__What is needed__: Copy, from the entries below, each line where the word "بحرینی" can be found.

__Dataset entries__:
====
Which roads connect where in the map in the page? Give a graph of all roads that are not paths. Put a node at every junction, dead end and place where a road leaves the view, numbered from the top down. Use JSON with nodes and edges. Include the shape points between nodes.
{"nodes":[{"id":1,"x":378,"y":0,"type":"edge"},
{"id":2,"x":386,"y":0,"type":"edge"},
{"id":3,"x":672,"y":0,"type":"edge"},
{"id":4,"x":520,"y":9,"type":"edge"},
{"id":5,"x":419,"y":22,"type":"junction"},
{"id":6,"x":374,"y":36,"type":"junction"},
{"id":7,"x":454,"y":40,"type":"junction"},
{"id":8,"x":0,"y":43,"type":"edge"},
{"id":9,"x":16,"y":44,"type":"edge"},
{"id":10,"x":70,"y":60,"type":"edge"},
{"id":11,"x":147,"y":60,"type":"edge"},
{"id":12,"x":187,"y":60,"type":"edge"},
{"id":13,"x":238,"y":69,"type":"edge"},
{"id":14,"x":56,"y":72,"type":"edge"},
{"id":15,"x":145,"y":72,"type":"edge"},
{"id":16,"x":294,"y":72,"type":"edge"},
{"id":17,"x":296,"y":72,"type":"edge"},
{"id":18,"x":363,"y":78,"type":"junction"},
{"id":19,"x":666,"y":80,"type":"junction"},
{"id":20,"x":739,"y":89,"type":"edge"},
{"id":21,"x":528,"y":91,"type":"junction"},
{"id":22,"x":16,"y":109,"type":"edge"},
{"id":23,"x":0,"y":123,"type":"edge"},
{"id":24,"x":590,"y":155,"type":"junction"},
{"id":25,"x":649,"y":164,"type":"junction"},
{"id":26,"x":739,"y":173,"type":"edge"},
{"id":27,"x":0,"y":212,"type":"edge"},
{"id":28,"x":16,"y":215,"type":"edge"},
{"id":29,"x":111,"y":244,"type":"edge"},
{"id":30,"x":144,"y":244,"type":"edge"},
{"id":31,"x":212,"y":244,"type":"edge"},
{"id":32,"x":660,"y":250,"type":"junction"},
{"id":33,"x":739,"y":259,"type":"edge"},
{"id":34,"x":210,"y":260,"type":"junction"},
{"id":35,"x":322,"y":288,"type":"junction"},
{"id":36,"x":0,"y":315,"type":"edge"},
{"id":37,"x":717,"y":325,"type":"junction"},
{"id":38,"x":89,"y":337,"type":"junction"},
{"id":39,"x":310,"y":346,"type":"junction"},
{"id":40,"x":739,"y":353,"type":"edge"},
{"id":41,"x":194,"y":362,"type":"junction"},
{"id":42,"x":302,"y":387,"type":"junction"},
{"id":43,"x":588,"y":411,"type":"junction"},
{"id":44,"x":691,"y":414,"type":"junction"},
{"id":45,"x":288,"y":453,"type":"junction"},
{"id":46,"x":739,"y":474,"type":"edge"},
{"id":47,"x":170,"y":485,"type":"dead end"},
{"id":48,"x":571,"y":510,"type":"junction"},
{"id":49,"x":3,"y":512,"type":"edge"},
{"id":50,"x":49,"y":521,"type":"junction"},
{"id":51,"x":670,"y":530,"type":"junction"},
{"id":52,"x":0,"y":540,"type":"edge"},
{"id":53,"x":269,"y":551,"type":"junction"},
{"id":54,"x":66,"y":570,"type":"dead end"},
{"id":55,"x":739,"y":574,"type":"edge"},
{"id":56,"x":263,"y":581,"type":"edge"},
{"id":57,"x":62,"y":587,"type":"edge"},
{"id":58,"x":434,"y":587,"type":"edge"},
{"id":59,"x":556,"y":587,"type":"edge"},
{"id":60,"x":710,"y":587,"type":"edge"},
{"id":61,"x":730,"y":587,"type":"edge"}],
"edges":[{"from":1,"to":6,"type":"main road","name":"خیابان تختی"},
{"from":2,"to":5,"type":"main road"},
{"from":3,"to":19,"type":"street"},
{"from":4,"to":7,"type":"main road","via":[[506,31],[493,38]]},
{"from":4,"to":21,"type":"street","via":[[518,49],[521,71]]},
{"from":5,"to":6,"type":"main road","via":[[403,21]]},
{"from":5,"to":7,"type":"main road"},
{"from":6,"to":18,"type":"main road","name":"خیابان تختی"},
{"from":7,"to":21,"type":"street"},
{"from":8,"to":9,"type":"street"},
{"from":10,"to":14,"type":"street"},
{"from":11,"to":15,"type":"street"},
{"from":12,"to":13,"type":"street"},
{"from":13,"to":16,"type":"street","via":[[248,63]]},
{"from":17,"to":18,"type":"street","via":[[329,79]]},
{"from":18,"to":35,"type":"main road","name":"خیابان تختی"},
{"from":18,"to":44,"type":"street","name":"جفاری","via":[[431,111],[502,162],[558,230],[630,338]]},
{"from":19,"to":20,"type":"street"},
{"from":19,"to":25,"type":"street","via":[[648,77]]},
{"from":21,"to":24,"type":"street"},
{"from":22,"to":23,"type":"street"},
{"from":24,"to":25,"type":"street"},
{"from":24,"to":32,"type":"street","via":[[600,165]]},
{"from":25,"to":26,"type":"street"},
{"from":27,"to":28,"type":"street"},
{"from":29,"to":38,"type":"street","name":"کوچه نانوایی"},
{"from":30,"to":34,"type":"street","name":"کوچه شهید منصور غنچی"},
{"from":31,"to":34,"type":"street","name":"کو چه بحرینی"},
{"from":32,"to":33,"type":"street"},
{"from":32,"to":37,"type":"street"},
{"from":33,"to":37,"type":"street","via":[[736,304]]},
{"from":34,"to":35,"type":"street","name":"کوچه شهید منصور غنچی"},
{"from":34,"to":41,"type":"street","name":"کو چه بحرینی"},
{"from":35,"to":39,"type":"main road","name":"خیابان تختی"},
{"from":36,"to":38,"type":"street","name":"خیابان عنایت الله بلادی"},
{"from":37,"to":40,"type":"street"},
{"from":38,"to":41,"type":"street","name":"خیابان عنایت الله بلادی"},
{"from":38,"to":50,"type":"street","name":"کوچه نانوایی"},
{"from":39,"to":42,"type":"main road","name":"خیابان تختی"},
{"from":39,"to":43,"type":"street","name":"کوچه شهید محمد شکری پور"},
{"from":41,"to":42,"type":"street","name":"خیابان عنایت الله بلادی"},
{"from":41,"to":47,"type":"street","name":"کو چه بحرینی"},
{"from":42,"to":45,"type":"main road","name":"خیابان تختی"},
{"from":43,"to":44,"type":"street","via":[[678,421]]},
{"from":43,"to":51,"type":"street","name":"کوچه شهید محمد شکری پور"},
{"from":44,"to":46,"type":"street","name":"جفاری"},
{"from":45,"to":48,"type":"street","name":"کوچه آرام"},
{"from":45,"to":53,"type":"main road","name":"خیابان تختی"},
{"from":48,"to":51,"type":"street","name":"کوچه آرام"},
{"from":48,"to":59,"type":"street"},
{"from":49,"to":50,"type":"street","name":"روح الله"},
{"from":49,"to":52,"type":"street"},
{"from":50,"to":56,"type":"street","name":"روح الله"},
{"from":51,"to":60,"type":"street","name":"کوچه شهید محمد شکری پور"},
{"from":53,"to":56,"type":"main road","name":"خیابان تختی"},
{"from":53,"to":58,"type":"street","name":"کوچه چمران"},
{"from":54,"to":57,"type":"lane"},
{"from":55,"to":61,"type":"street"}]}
====
__Answer for the task__:
{"from":31,"to":34,"type":"street","name":"کو چه بحرینی"},
{"from":34,"to":41,"type":"street","name":"کو چه بحرینی"},
{"from":41,"to":47,"type":"street","name":"کو چه بحرینی"},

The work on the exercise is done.